RECORDS PROVIDED section start

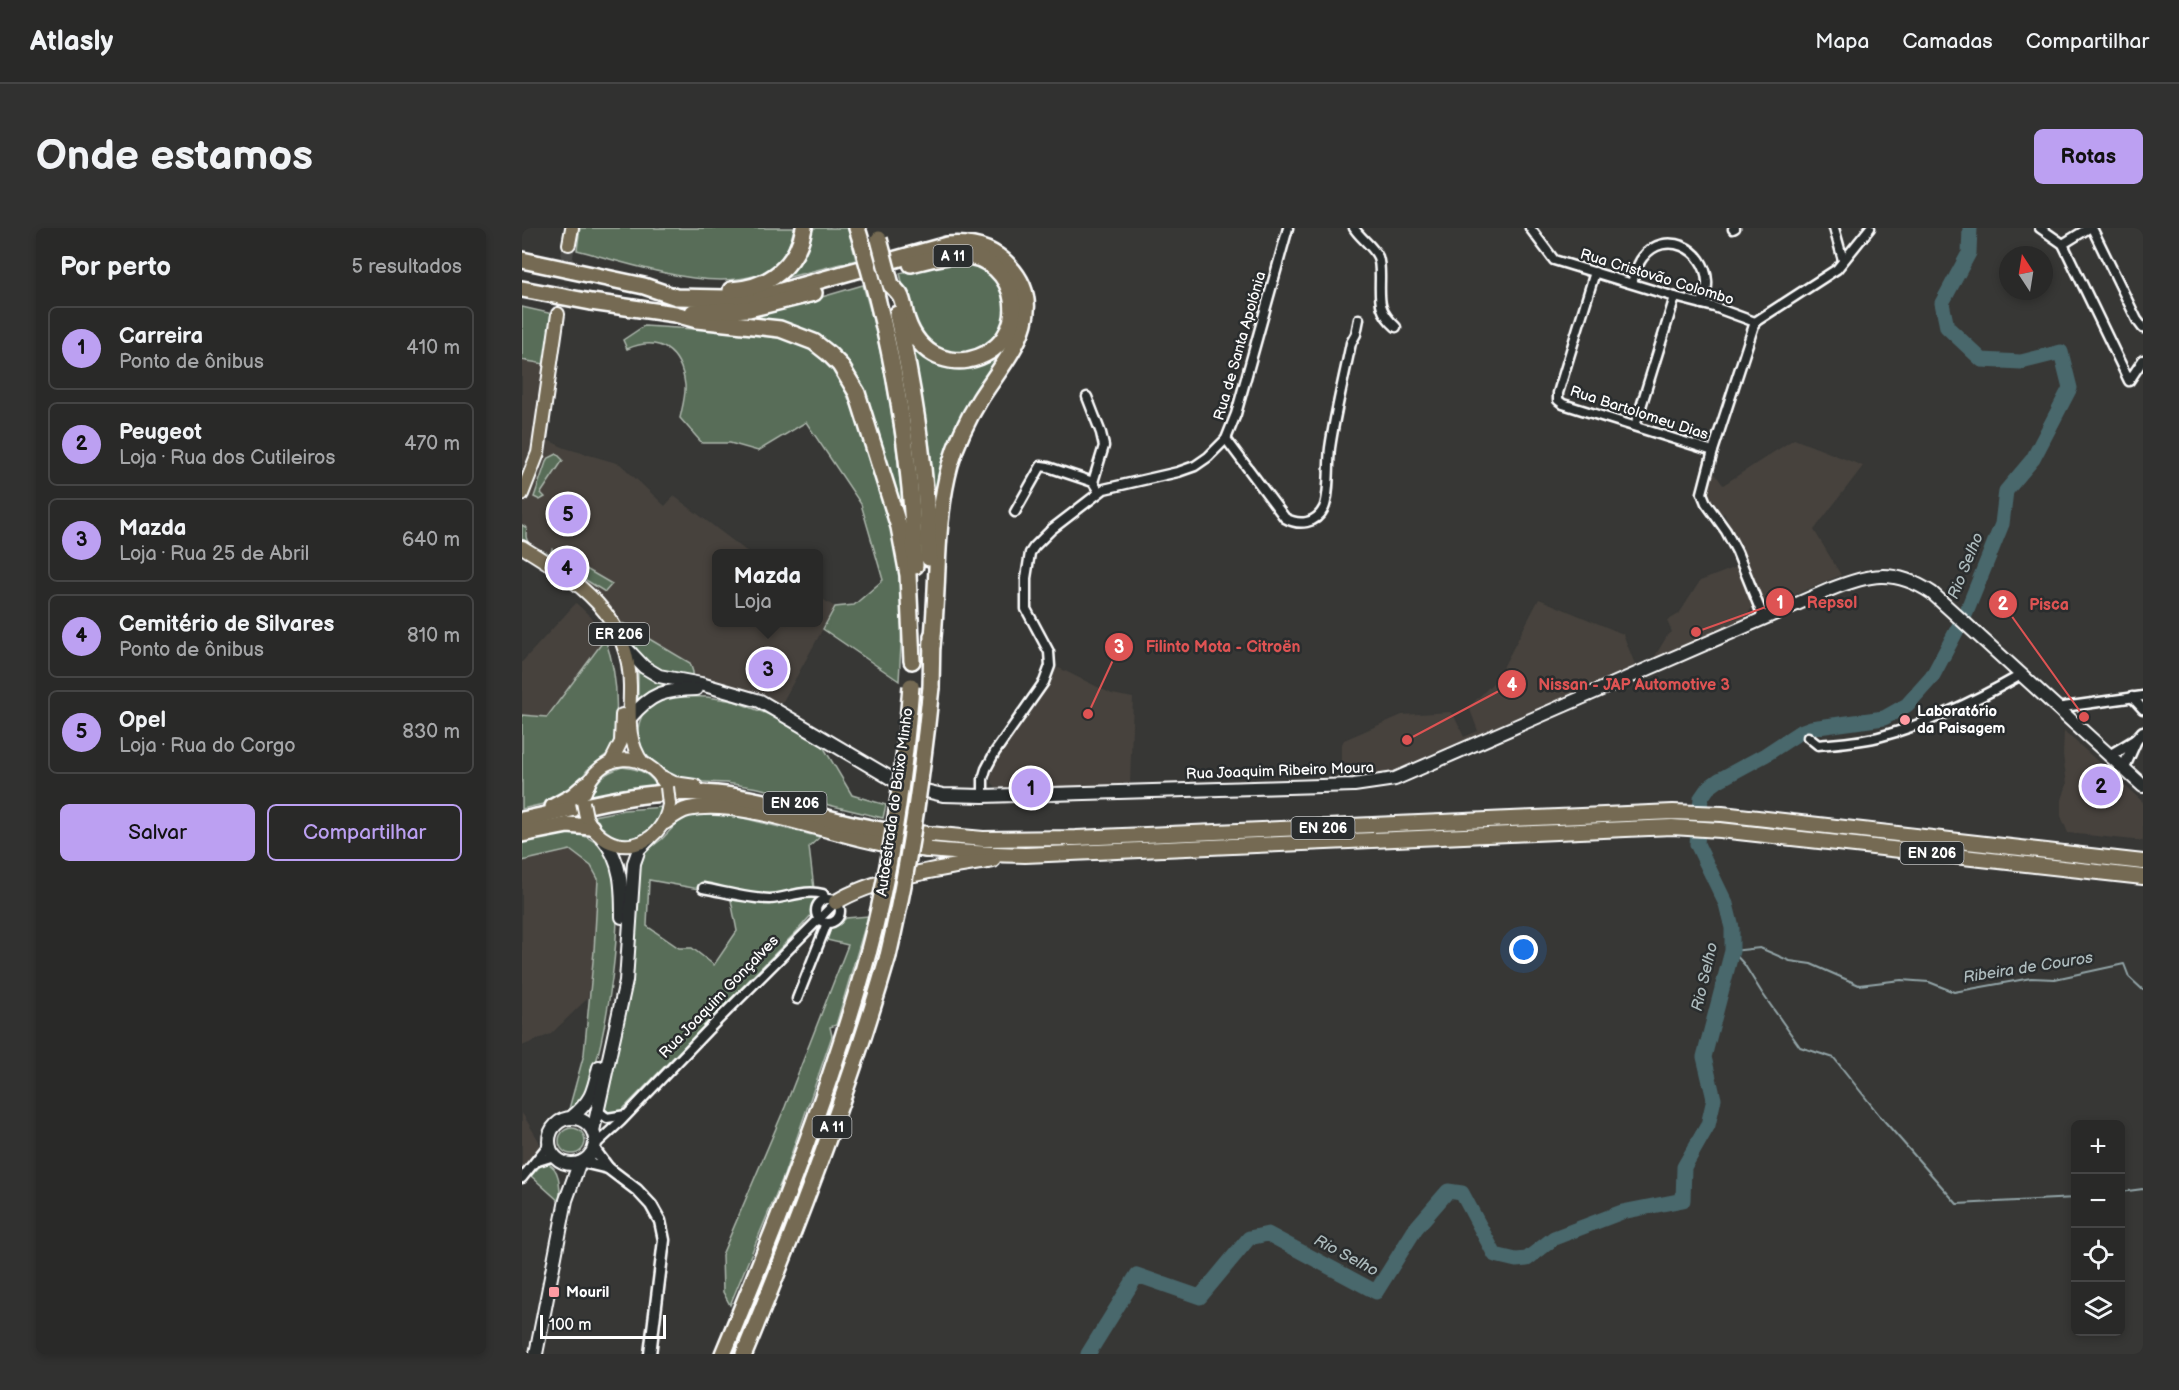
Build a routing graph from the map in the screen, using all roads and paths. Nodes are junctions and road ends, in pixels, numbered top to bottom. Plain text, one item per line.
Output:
1 (572, 228) edge
2 (804, 228) edge
3 (857, 228) edge
4 (1288, 228) edge
5 (1354, 228) edge
6 (1530, 228) edge
7 (1834, 228) edge
8 (1870, 228) edge
9 (2040, 228) edge
10 (2091, 228) edge
11 (878, 234) edge
12 (569, 244) tunnel mouth
13 (2063, 244) junction
14 (522, 260) edge
15 (1843, 260) junction
16 (1595, 272) junction
17 (1632, 283) junction
18 (891, 285) junction
19 (644, 286) junction
20 (522, 289) edge
21 (1675, 297) junction
22 (1702, 304) junction
23 (558, 314) tunnel mouth
24 (675, 314) junction
25 (1359, 319) dead end
26 (1755, 322) junction
27 (1396, 327) dead end
28 (2143, 328) edge
29 (2143, 360) edge
30 (1087, 397) dead end
31 (1635, 426) junction
32 (1226, 439) junction
33 (1713, 451) junction
34 (1093, 482) junction
35 (1099, 492) junction
36 (522, 495) edge
37 (1015, 512) dead end
38 (522, 547) edge
39 (522, 556) edge
40 (1764, 619) junction
41 (624, 646) junction
42 (932, 646) junction
43 (912, 662) junction
44 (2021, 675) junction
45 (723, 689) junction
46 (2143, 696) edge
47 (2132, 697) junction
48 (2056, 708) junction
49 (2143, 709) edge
50 (630, 718) junction
51 (2140, 736) edge
52 (1808, 737) dead end
53 (2111, 755) junction
54 (611, 762) junction
55 (643, 763) junction
56 (2124, 768) junction
57 (664, 783) junction
58 (587, 784) junction
59 (2143, 786) edge
60 (987, 795) junction
61 (522, 814) edge
62 (522, 820) edge
63 (665, 822) junction
64 (589, 823) junction
65 (522, 828) edge
66 (522, 834) edge
67 (603, 838) junction
68 (651, 838) junction
69 (927, 842) junction
70 (1025, 855) junction
71 (2143, 862) edge
72 (2143, 877) edge
73 (703, 888) dead end
74 (830, 900) junction
75 (818, 918) junction
76 (827, 923) junction
77 (797, 999) dead end
78 (597, 1110) junction
79 (626, 1114) junction
80 (571, 1118) junction
81 (593, 1131) junction
82 (549, 1144) junction
83 (595, 1147) junction
84 (558, 1159) junction
85 (537, 1161) junction
86 (581, 1163) junction
87 (608, 1168) junction
88 (522, 1178) edge
89 (566, 1200) junction
90 (536, 1354) edge
91 (650, 1354) edge
92 (723, 1354) edge
93 (744, 1354) edge

1 - 12 main road
2 - 19 highway
3 - 43 highway, Autoestrada do Baixo Minho / A 11, bridge
4 - 32 street, Rua de Santa Apolónia
5 - 27 street
6 - 16 street, Rua Cristovão Colombo
7 - 15 street
8 - 15 street
9 - 13 street
10 - 13 street
10 - 28 street
11 - 18 highway, Autoestrada do Baixo Minho / A 11, bridge
13 - 29 street
14 - 19 highway
15 - 26 street
16 - 17 street, Rua Cristovão Colombo
16 - 31 street, Rua Bartolomeu Dias
17 - 21 street, Rua Cristovão Colombo
17 - 22 street
18 - 24 highway, A 11
18 - 42 highway, Autoestrada do Baixo Minho / A 11
19 - 42 highway
20 - 24 highway, A 11
21 - 22 street, Rua Cristovão Colombo
21 - 31 street
22 - 26 street, Rua Cristovão Colombo
23 - 36 main road
24 - 43 highway, A 11
25 - 32 street
26 - 33 street
30 - 34 street
31 - 33 street, Rua Bartolomeu Dias
32 - 35 street, Rua de Santa Apolónia
33 - 40 street
34 - 35 street
34 - 37 street
35 - 60 street, Rua de Santa Apolónia
38 - 41 main road, ER 206
39 - 54 main road, ER 206
40 - 44 main road, Rua Joaquim Ribeiro Moura
40 - 60 main road, Rua Joaquim Ribeiro Moura
41 - 45 main road
41 - 50 main road, ER 206
42 - 93 highway, Autoestrada do Baixo Minho / A 11, bridge
43 - 92 highway, Autoestrada do Baixo Minho / A 11, bridge
44 - 48 main road, Rua Joaquim Ribeiro Moura
44 - 52 street
45 - 50 main road
45 - 60 main road, Rua Joaquim Ribeiro Moura
46 - 47 street
47 - 48 street
47 - 49 street
48 - 53 main road, Rua Joaquim Ribeiro Moura
50 - 55 main road, ER 206
51 - 53 street
51 - 56 street
53 - 56 main road, Rua Joaquim Ribeiro Moura
54 - 55 main road
54 - 58 main road
55 - 57 main road
56 - 59 main road, Rua Joaquim Ribeiro Moura
57 - 63 main road, bridge
57 - 69 highway, EN 206
58 - 61 highway
58 - 64 main road, bridge
62 - 69 highway
63 - 68 main road
63 - 69 highway, EN 206
64 - 66 highway
64 - 67 main road
65 - 69 highway
67 - 68 main road
67 - 80 main road
68 - 78 main road
69 - 70 highway, EN 206
69 - 71 highway, EN 206
70 - 72 highway, EN 206
70 - 74 highway
73 - 74 street
74 - 75 street, Rua Joaquim Gonçalves
74 - 76 street
75 - 76 street
75 - 79 street, Rua Joaquim Gonçalves
76 - 77 street
78 - 79 street
78 - 81 main road
79 - 83 street, Rua Joaquim Gonçalves
80 - 81 main road
80 - 82 main road
81 - 83 main road
82 - 84 main road
82 - 85 street
83 - 86 main road
83 - 87 street
84 - 85 street
84 - 86 main road
84 - 89 main road
85 - 88 street
86 - 87 street
86 - 89 main road
87 - 91 street
89 - 90 main road

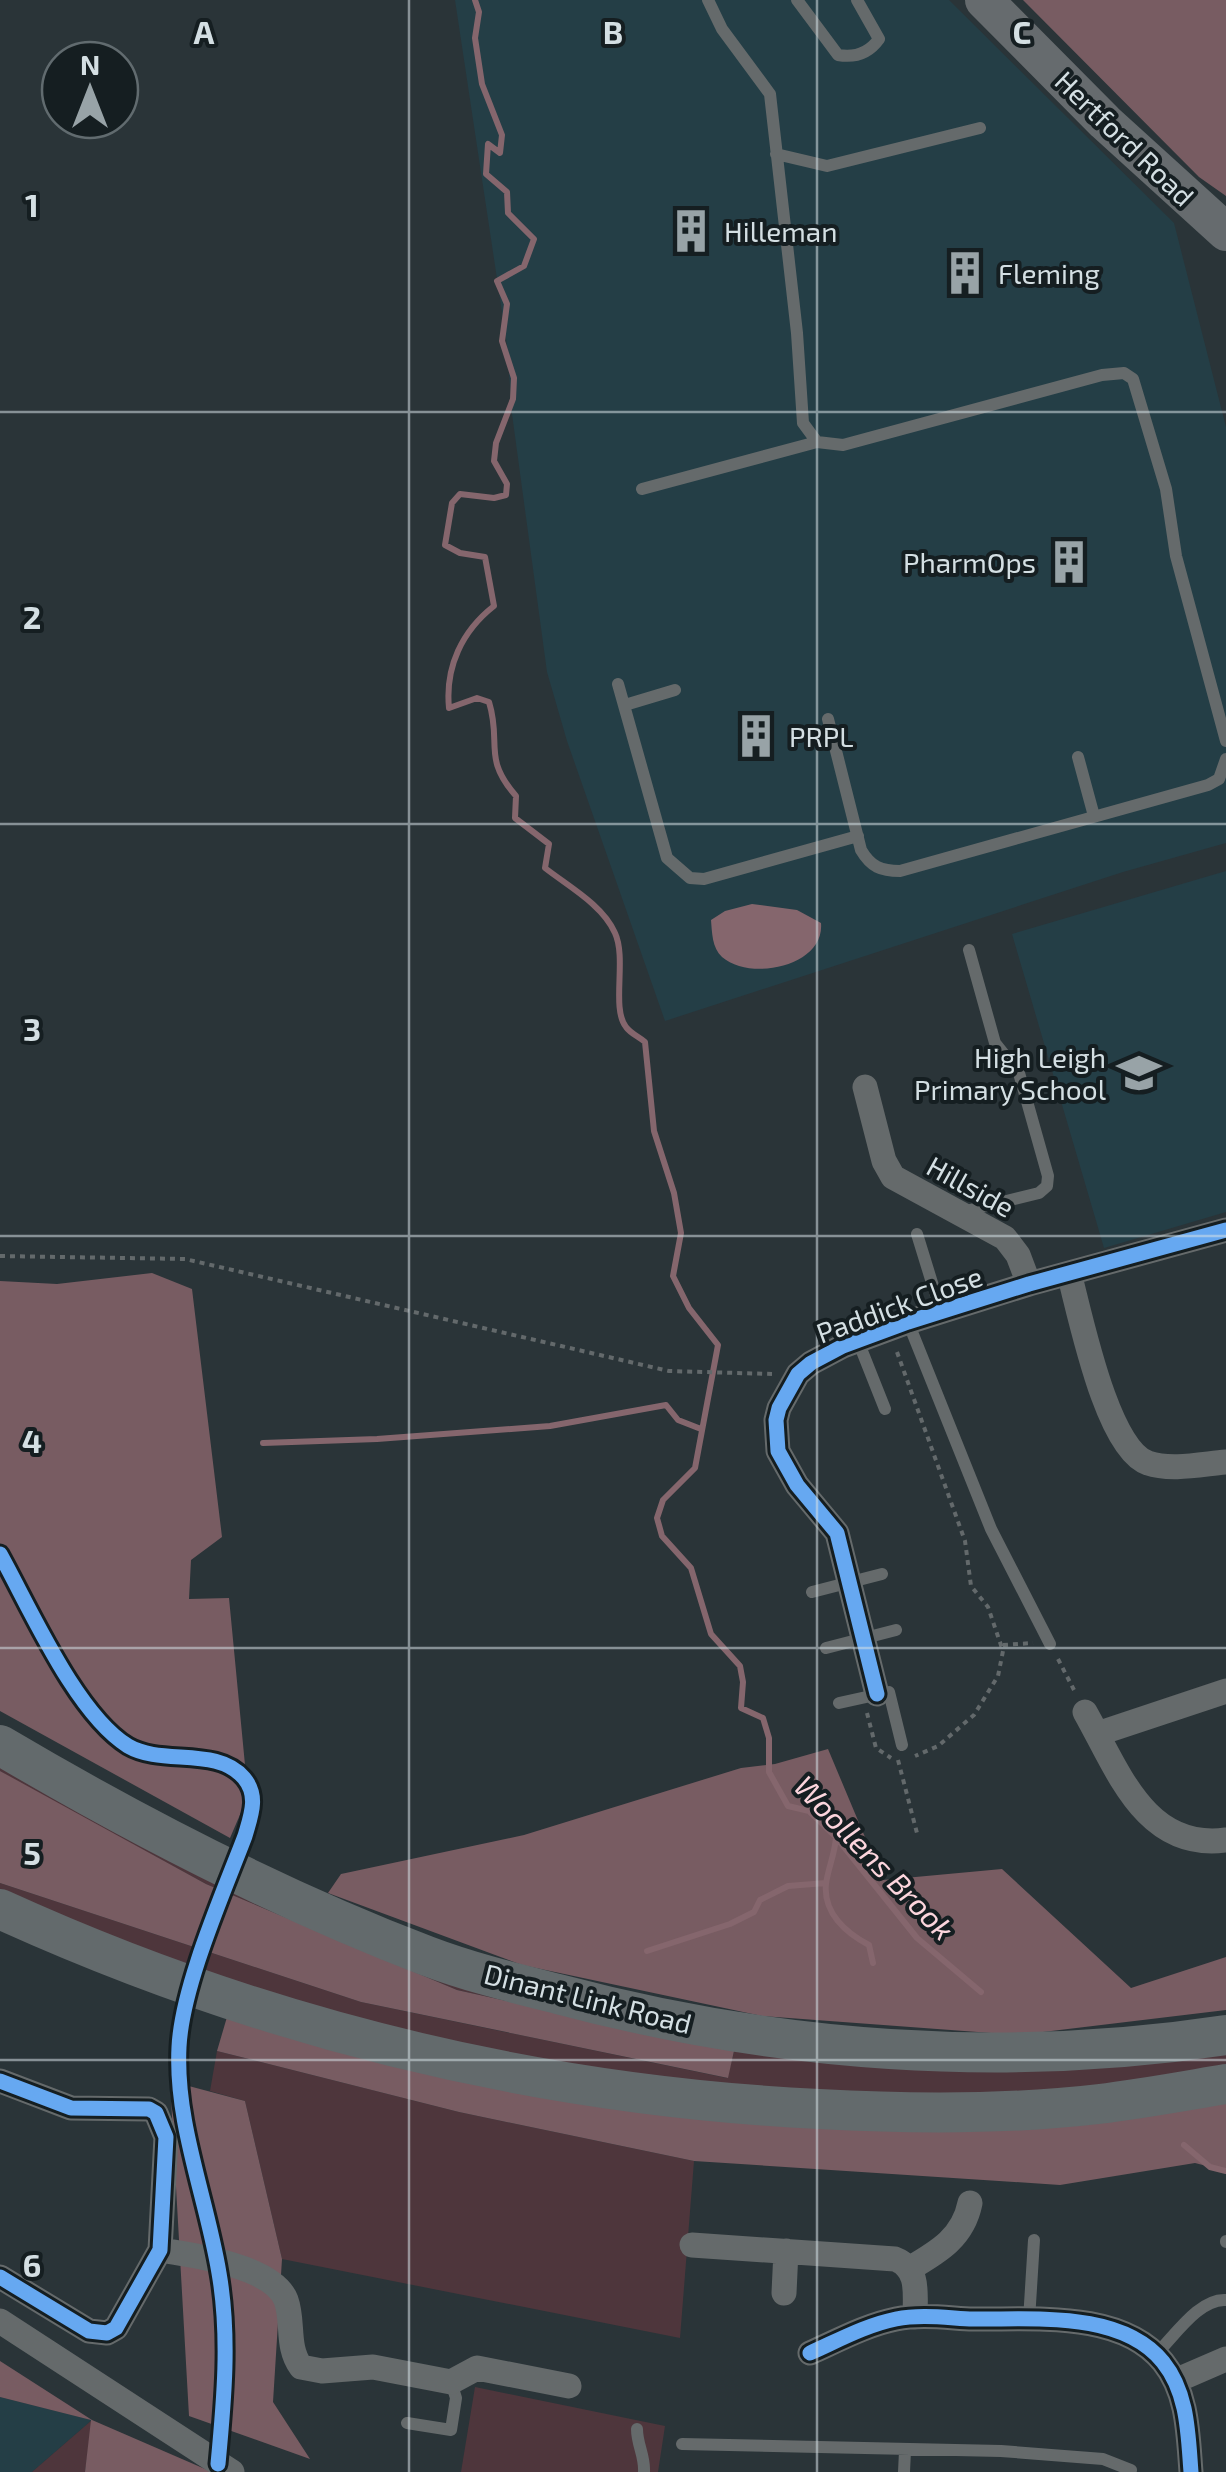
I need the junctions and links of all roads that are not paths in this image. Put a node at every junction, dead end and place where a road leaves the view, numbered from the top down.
1 (708, 0) edge
2 (797, 0) edge
3 (856, 0) edge
4 (984, 0) edge
5 (980, 128) dead end
6 (776, 154) junction
7 (1226, 232) edge
8 (816, 442) junction
9 (642, 489) dead end
10 (618, 684) dead end
11 (675, 690) dead end
12 (625, 705) junction
13 (828, 719) dead end
14 (1226, 741) edge
15 (1078, 757) dead end
16 (1226, 759) edge
17 (1094, 816) junction
18 (858, 836) junction
19 (969, 950) dead end
20 (865, 1087) dead end
21 (960, 1212) junction
22 (1226, 1230) edge
23 (917, 1234) dead end
24 (1068, 1273) junction
25 (1029, 1284) junction
26 (941, 1312) junction
27 (898, 1325) junction
28 (858, 1341) junction
29 (885, 1409) dead end
30 (1226, 1462) edge
31 (882, 1574) dead end
32 (850, 1583) junction
33 (812, 1592) dead end
34 (896, 1630) dead end
35 (864, 1638) junction
36 (1048, 1641) road end
37 (826, 1648) dead end
38 (1226, 1691) edge
39 (871, 1696) junction
40 (839, 1703) dead end
41 (0, 1745) edge
42 (902, 1745) dead end
43 (1226, 1840) edge
44 (0, 1910) edge
45 (1226, 2035) edge
46 (0, 2081) edge
47 (1226, 2084) edge
48 (970, 2203) dead end
49 (1034, 2240) dead end
50 (692, 2245) dead end
51 (160, 2250) junction
52 (786, 2251) junction
53 (910, 2269) junction
54 (0, 2277) edge
55 (784, 2293) dead end
56 (1226, 2300) edge
57 (914, 2317) junction
58 (1029, 2320) junction
59 (0, 2321) edge
60 (810, 2352) dead end
61 (1156, 2354) junction
62 (1226, 2359) edge
63 (1174, 2380) junction
64 (450, 2382) junction
65 (569, 2386) dead end
66 (407, 2423) dead end
67 (637, 2429) dead end
68 (682, 2444) dead end
69 (905, 2451) junction
70 (1131, 2470) edge
71 (232, 2472) edge
72 (644, 2472) edge
73 (904, 2472) edge
74 (1191, 2472) edge

1 - 6 lane
2 - 3 lane
4 - 7 main road, Hertford Road
5 - 6 lane
6 - 8 lane
8 - 9 lane
8 - 14 lane
10 - 12 lane
11 - 12 lane
12 - 18 lane
13 - 18 lane
15 - 17 lane
16 - 17 lane
17 - 18 lane
19 - 21 lane
20 - 21 street, Hillside
21 - 25 street, Hillside
22 - 24 street, Paddick Close
23 - 26 lane
24 - 25 street, Paddick Close
24 - 30 street
25 - 26 street, Paddick Close
26 - 27 street, Paddick Close
27 - 28 street, Paddick Close
27 - 36 lane
28 - 29 lane
28 - 32 street, Paddick Close
31 - 32 lane
32 - 33 lane
32 - 35 street, Paddick Close
34 - 35 lane
35 - 37 lane
35 - 39 street, Paddick Close
38 - 43 street
39 - 40 lane
39 - 42 lane
41 - 45 main road, Dinant Link Road
44 - 47 main road
46 - 51 street
48 - 53 street
49 - 58 lane
50 - 52 street
51 - 54 street
51 - 64 street
52 - 53 street
52 - 55 street
53 - 57 street
56 - 61 lane
57 - 58 street
57 - 60 street
58 - 61 street
59 - 71 street
61 - 63 street
62 - 63 street
63 - 74 street
64 - 65 street
64 - 66 lane
67 - 72 lane
68 - 69 lane
69 - 70 lane
69 - 73 lane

RECORDS PROVIDED section end

▶ **PROBLEM DETAILS**: Gather all lines of the records that include the word "tunnel".

▶ **REPLY**:
12 (569, 244) tunnel mouth
23 (558, 314) tunnel mouth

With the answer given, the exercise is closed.